第6話 兄弟


「……ひどい……」


 両眼からあふれる涙が頬をぬらす。


「ひどい?」

「そのひどいことを、竹千代さまはされたのですよ?」

「国松さまをひいきになされる御台さまに!」


 まわりにいる小姓たちが口々に攻め立てる。


「……ちがう……」


 痛いくらいの敵意に顔をふせれば、白い指のあいだから、黒い粘性の物質が押し出されていた。

 知らず知らずのうちにまんじゅうを握りつぶしたらしい。


 ――ちがう――


 竹千代や小姓たちは、おれがなじられて泣いていると思っているようだが、そうではない。


 心が痛かった。


 実母に毒を盛られた竹千代に妙にシンクロし、胸の奥がズキズキうずいて、しかたなかった。




 じつは、おれにも兄がいた。


 あっちの世界……つまり前世でも。


 前世の兄は、竹千代とはちがって優秀なやつだった――いやになるくらい。


 そして、おれは国松とはちがい、なにをやらせても不器用でどんくさかった。


 そう、こことは真逆だったのだ。



 二卵性双生児のアニキは六歳のとき、国立の難関付属小に合格し、小学校~高校までその一貫校に通った。


 一方おれは、地元の小中学校を鳴かず飛ばずな成績で過ごし、高校もかろうじて中堅校といえるくらいの微妙なところに滑りこんだ。

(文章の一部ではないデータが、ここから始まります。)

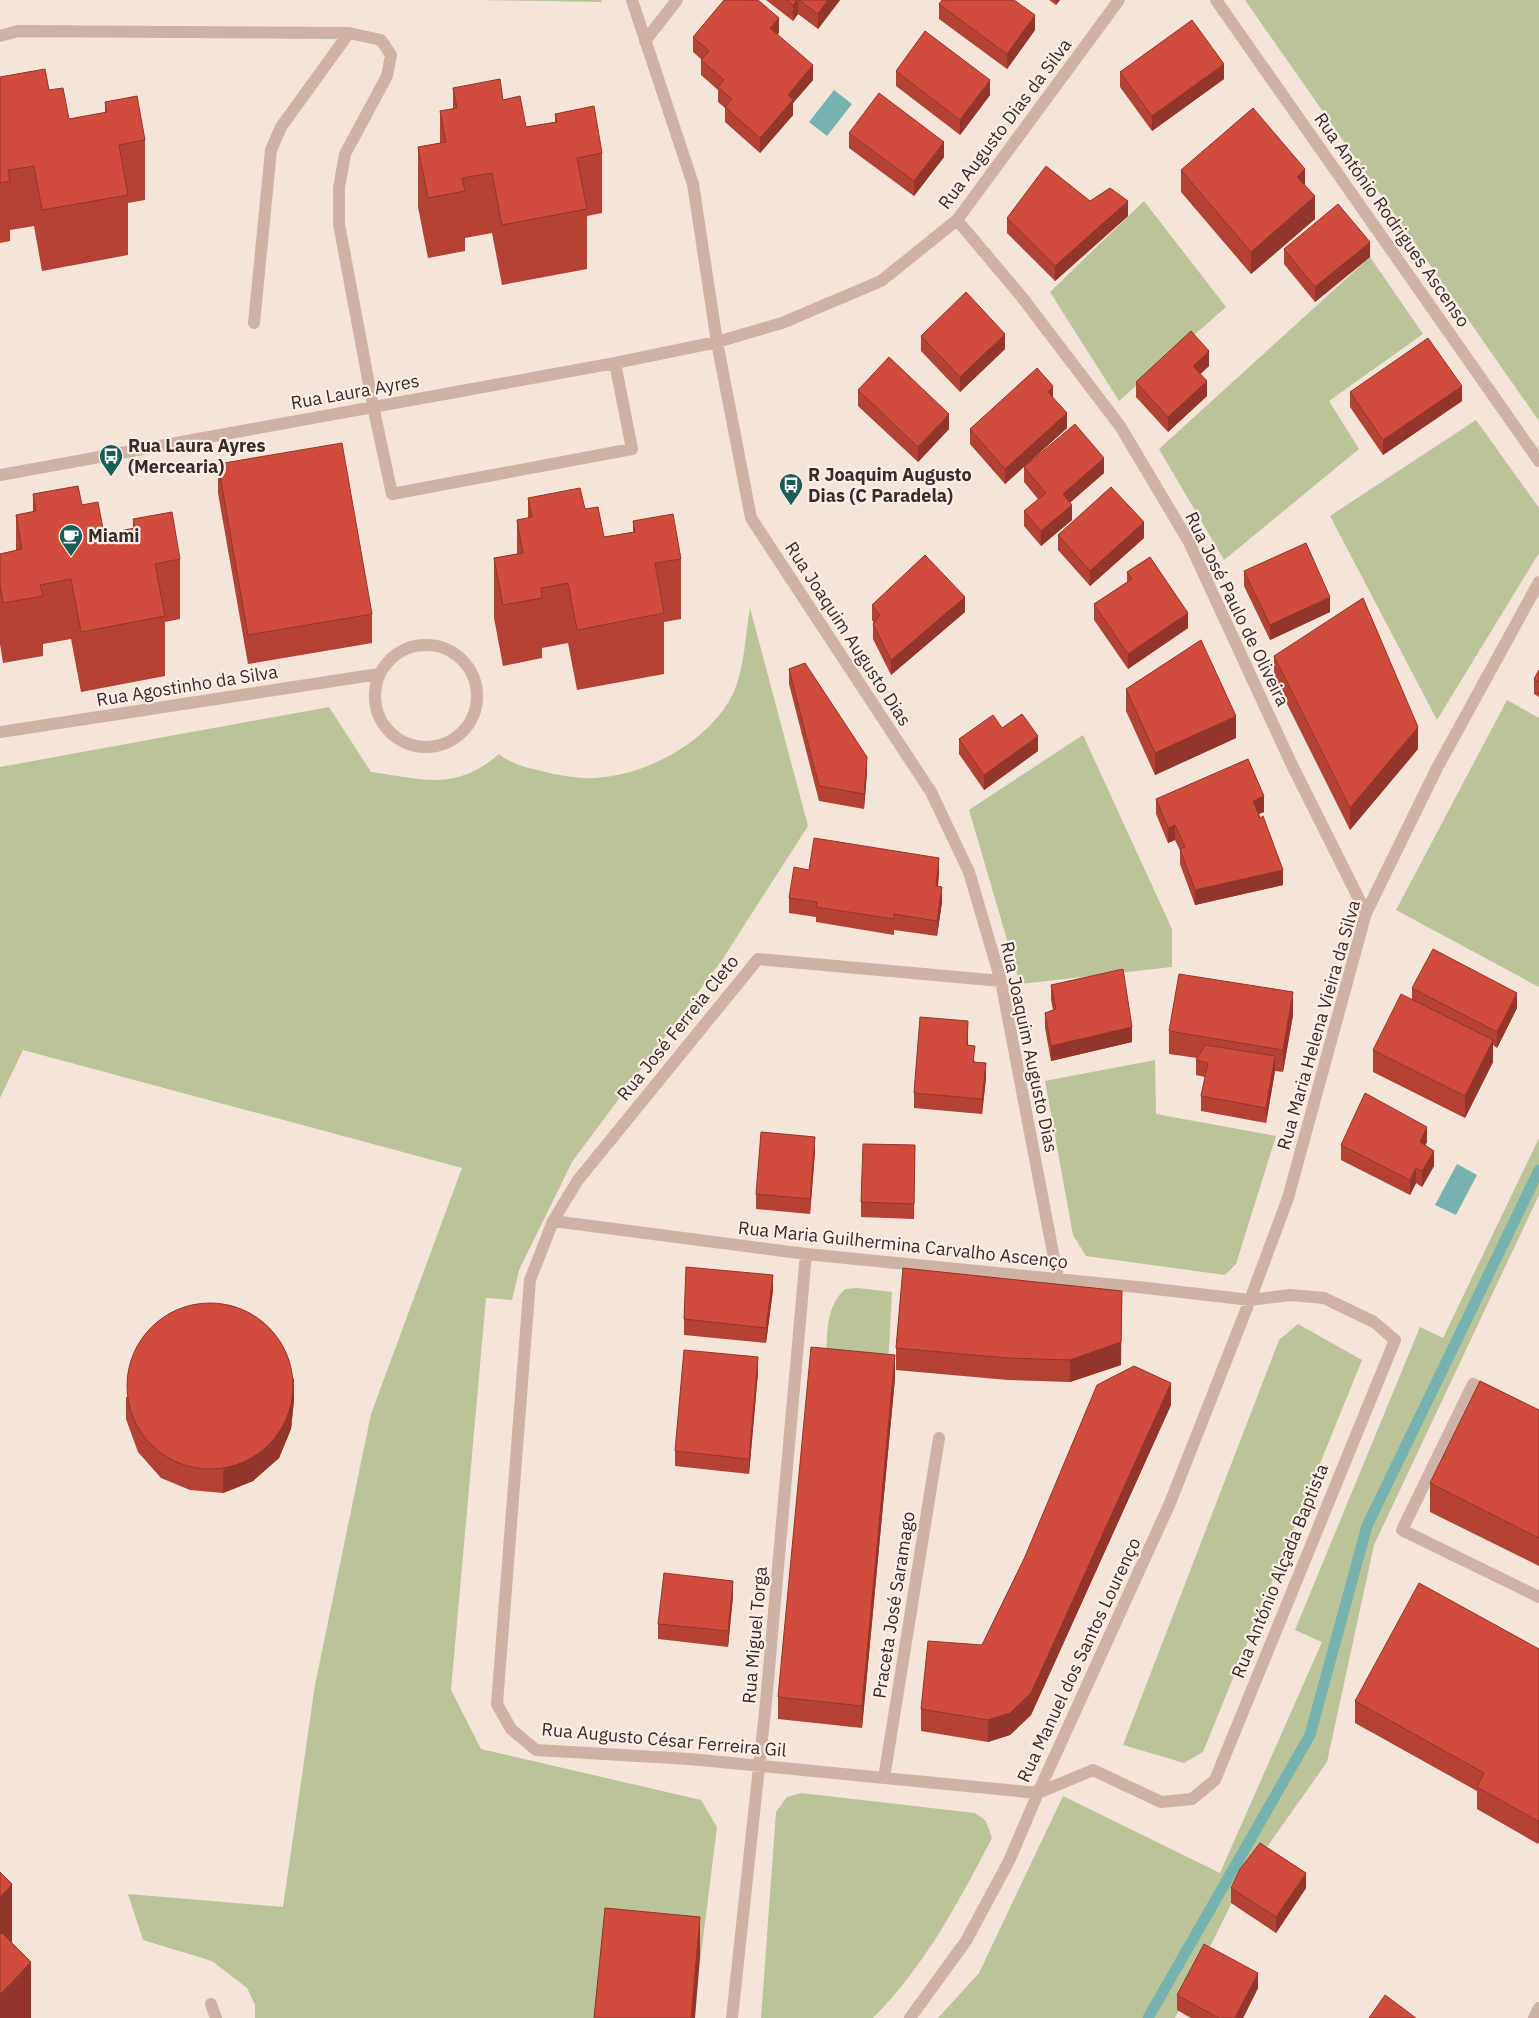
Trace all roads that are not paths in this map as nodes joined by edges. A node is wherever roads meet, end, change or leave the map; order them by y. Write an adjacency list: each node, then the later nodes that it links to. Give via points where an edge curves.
1 (632, 0): 7 (street, Rua Joaquim Augusto Dias)
2 (677, 0): 7 (street)
3 (1119, 0): 8 (street, Rua Augusto Dias da Silva)
4 (1216, 0): 13 (street, Rua António Rodrigues Ascenso)
5 (349, 33): 6 (street, via 18,31); 9 (street, via 281,127 271,150); 12 (street, via 381,40 391,55 387,76 344,154 339,188 340,224)
6 (0, 36)
7 (645, 41): 10 (street, Rua Joaquim Augusto Dias, via 693,184)
8 (957, 220): 10 (street, Rua Augusto Dias da Silva, via 881,280 782,323); 18 (street, Rua José Paulo de Oliveira, via 1021,296 1120,426 1189,542 1291,763)
9 (254, 323)
10 (717, 342): 11 (street, Rua Laura Ayres); 19 (street, Rua Joaquim Augusto Dias, via 751,518 931,792 969,872)
11 (614, 363): 12 (street, Rua Laura Ayres); 12 (street, via 632,449 392,494)
12 (373, 406): 14 (street, Rua Laura Ayres)
13 (1539, 461)
14 (0, 475)
15 (1539, 582): 18 (street, Rua Maria Helena Vieira da Silva, via 1437,768)
16 (379, 674): 16 (street, via 374,692 376,711 385,728 399,741 417,748 436,748 454,740 468,728 476,710 477,691 472,673 460,658 444,648 425,644 406,648 390,658); 17 (street, Rua Agostinho da Silva)
17 (0, 732)
18 (1366, 913): 23 (street, Rua Maria Helena Vieira da Silva, via 1288,1198)
19 (1001, 981): 20 (street, Rua José Ferreia Cleto, via 758,958 578,1180); 22 (street, Rua Joaquim Augusto Dias)
20 (553, 1221): 21 (street, Rua Maria Guilhermina Carvalho Ascenço); 27 (street, Rua Augusto César Ferreira Gil, via 530,1280 497,1704 511,1729 536,1750 690,1759)
21 (806, 1254): 22 (street, Rua Maria Guilhermina Carvalho Ascenço); 27 (street, Rua Miguel Torga)
22 (1058, 1279): 23 (street, Rua Maria Guilhermina Carvalho Ascenço)
23 (1250, 1300): 29 (street, Rua Manuel dos Santos Lourenço, via 1170,1503); 29 (street, Rua António Alçada Baptista, via 1290,1295 1324,1298 1374,1322 1395,1340 1215,1780 1192,1799 1161,1802 1093,1770)
24 (1506, 1400): 26 (street, via 1473,1384 1402,1530)
25 (939, 1438): 28 (street, Praceta José Saramago)
26 (1539, 1597)
27 (758, 1767): 28 (street, Rua Augusto César Ferreira Gil); 33 (street, Rua Miguel Torga)
28 (884, 1778): 29 (street, Rua Augusto César Ferreira Gil)
29 (1038, 1793): 34 (street, Rua Manuel dos Santos Lourenço, via 1009,1861 966,1941)
30 (211, 2004): 32 (street)
31 (1539, 2008): 35 (street)
32 (216, 2018)
33 (732, 2018)
34 (910, 2018)
35 (1534, 2018)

 おれたちの学校は、なぜかいつも運動会が同じ日にぶつかり、両親は当然のようにアニキの方に足を運んだ。


 だって、そうだろう?


 かたや、インターハイ出場の俊足ランナーで、運動会では常に花形。

 徒競走も楽々一着で、対抗リレーでは毎回アンカーをつとめ、逆転勝利。


 もう一方は二度見するほどの鈍足で、出場するのは騎馬戦の馬、大玉送り、ムカデ競争、綱引き……どこにいるのか探すのが難しいレベルのモブ。


 どっちに行きたいかなんて聞くまでもない。


 それでも、おれは…………寂しかった……寂しかったんだ。


 自分がダメだから来てもらえないのだと頭では理解していても……トラックの外の人垣の中に、いるはずのない両親あの人たちの姿を探し、予想どおりの現実をつきつけられて落ちこんで……。


 努力しても兄のようになれない自分が悪いんだと割り切ったつもりでも、おれと同じくらいダメダメなやつが両親どころかじいさんばあさん、はては伯父叔母従兄弟たちに囲まれて笑っているのを目撃しては胸をえぐられ……。

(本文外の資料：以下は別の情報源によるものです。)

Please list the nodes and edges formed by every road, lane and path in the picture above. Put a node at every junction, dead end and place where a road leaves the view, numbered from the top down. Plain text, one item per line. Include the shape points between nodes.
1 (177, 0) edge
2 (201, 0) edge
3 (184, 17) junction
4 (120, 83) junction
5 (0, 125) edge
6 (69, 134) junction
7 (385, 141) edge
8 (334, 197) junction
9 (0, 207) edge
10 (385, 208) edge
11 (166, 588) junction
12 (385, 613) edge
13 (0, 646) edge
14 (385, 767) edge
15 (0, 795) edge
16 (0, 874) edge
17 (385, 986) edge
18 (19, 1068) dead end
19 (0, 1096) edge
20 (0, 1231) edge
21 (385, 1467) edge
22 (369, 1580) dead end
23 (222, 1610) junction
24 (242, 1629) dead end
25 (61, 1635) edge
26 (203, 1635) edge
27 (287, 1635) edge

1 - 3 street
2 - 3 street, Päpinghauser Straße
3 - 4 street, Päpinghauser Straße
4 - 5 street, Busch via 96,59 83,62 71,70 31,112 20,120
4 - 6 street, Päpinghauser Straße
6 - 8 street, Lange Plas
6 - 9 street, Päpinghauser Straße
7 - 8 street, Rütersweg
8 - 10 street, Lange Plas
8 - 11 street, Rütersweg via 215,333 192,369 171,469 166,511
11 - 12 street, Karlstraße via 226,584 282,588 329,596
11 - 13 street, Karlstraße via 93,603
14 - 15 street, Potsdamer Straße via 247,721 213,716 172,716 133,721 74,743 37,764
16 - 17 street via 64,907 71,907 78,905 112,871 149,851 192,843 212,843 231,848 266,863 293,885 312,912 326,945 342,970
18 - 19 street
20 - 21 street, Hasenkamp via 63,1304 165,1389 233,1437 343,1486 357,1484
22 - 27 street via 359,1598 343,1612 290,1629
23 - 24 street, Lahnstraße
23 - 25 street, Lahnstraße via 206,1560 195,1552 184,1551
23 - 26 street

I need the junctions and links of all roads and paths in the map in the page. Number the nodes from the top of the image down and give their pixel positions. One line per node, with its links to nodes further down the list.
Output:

 だけど……うちの両親はこんな不出来なおれを排除しようとはしなかった。


 日本の最高学府に現役合格したアニキと、必死にがんばっても中の上がいいところで、本命の試験日にインフルエンザにかかって結局滑り止めのFラン大学にしか入れなかったおれに向けるまなざしが天と地ほどちがっていても、危害をくわえるまで憎まれはしなかった。

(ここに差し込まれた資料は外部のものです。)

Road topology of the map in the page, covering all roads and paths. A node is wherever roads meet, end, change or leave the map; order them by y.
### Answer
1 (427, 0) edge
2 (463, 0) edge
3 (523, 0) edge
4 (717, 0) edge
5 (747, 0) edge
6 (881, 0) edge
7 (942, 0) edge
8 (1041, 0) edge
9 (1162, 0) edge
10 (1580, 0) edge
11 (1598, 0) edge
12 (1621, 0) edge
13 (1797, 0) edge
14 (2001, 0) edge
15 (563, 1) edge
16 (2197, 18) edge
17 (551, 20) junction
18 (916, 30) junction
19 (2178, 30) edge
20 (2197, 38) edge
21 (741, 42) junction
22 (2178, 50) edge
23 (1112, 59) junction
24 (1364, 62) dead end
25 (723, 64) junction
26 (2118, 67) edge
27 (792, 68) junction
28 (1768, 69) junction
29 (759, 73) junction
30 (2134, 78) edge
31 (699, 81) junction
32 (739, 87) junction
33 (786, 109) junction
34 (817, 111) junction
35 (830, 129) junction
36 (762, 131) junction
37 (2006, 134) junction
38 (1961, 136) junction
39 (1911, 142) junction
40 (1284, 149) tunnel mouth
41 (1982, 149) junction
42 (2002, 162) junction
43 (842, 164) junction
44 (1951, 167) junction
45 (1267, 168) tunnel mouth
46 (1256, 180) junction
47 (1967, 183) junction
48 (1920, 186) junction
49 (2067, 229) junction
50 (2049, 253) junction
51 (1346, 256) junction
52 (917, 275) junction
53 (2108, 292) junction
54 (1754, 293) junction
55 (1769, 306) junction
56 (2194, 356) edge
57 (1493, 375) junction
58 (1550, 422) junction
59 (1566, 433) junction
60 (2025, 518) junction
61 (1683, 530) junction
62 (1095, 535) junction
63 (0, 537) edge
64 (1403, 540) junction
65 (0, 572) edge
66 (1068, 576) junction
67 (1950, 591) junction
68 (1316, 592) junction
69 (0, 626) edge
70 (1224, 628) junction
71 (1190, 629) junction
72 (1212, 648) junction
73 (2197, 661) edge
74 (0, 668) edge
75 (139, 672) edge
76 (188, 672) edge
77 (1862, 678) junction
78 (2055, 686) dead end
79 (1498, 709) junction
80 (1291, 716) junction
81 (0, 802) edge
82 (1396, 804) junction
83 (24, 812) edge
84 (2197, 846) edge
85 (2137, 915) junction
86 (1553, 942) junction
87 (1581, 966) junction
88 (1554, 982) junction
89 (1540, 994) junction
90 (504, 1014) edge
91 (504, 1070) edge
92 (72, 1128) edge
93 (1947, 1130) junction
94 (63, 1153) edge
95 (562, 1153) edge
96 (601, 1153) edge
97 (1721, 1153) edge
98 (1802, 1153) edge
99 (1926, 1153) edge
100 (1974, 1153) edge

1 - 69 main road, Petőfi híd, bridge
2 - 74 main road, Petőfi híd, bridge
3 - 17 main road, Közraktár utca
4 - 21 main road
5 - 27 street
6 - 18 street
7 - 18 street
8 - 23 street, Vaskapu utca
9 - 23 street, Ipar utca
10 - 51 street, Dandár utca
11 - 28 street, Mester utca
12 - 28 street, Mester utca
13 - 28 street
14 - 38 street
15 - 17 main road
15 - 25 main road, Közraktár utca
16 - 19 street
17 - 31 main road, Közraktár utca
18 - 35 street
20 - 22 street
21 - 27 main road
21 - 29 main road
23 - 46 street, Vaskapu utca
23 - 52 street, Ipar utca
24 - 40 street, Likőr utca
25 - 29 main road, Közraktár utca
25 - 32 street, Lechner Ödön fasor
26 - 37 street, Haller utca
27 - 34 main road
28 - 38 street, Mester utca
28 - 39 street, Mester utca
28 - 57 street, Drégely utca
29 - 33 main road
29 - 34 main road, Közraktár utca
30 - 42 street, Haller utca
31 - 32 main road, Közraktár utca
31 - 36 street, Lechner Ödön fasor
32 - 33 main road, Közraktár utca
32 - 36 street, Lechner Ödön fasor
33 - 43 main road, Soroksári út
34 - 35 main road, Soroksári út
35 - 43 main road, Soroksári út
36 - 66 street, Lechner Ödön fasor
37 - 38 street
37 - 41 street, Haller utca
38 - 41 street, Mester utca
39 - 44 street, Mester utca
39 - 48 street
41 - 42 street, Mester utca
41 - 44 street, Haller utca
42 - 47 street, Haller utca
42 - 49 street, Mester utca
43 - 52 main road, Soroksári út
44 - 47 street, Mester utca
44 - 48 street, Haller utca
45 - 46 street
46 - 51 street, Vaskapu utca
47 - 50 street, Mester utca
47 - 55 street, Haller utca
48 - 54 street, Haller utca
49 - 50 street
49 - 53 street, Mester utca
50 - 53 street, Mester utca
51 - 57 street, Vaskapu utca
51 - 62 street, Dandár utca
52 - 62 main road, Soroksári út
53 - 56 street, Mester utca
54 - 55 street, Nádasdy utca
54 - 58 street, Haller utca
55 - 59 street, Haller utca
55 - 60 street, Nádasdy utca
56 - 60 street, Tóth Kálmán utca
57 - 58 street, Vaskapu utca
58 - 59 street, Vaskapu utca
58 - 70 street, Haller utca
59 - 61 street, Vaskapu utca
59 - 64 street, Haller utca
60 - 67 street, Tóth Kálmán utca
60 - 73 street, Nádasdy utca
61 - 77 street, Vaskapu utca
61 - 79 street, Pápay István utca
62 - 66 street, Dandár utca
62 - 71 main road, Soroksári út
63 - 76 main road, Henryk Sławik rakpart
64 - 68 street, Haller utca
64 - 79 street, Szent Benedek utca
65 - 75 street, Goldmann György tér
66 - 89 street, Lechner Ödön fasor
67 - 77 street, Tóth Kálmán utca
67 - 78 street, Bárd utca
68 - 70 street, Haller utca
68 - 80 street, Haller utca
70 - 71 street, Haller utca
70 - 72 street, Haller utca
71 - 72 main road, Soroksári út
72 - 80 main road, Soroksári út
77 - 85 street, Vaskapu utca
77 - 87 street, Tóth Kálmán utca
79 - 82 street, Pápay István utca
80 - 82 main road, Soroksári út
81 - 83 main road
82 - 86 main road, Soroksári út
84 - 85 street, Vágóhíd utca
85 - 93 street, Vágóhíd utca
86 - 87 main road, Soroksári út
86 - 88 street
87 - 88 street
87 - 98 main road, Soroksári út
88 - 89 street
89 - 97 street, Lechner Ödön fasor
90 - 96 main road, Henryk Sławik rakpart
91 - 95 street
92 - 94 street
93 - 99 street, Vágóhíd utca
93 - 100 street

 内定式から帰ってきたスーツ姿のアニキと、ひとつの内定も取れずに帰宅した冴えないリクルートスタイルのおれにかける「おかえり」のトーンがまったく別ものでも、いちおう愛しているフリくらいはしてくれた。



 でも、竹千代は……。



「おやめください」


 つぶれたまんじゅうを口元に運ぶ手を、三十郎がつかんだ。


「竹千代君も本当に食べさせるおつもりなどございませぬ。ただ、お気に入りの小姓を害されましたゆえ、すこし意趣がえしをなさっただけにございます。さようなものをお口になさいますな」


 青年は意外にもやさしい声音でそう制した。


「いや、いいのだ」


 言うが早いか、つかまれていない方の手で新しいまんじゅうを取り、一気に口に押しこむ。


「国松さま!」


 愕然とする三十郎を振り払い、グチャグチャになった手でまたひとつつかみ、口に入れる。


「おやめください! ひとつでもひどい腹痛を起こしたのです! そんなに食べては、お命にかかわります!」


「やめろ、国松! もうよい!」


 上座の兄貴も焦ったような声をあげる。


「馳走、かたじけのうございまする」


 いいんだ。


 これでいいんだ。


 きっと竹千代あんたは、国松おれが生まれて以来、ずっとこんな目に遭ってきたんだろう?

 

 おまえは全然悪くないのに、勝手にランクづけされて、疎んじられて……。

 

 だったら、せめておまえの中の鬱屈が晴れるよう、母親あいつが愛しているこの体を痛めつけてやろう。

 

 溺愛している国松おれが自分の毒まんじゅうで苦しめば、あいつも自分がなにをしたか、わかるはずだ。

 

 そうすれば、竹千代あんたの長年の痛みもすこしは緩和されるだろう。



「もうよいと申したであろうが!」


 つかんだまんじゅうが兄貴によってたたき落とされる。


 涙目で見上げた蒼白の顔は、いつも以上にブサイクだった。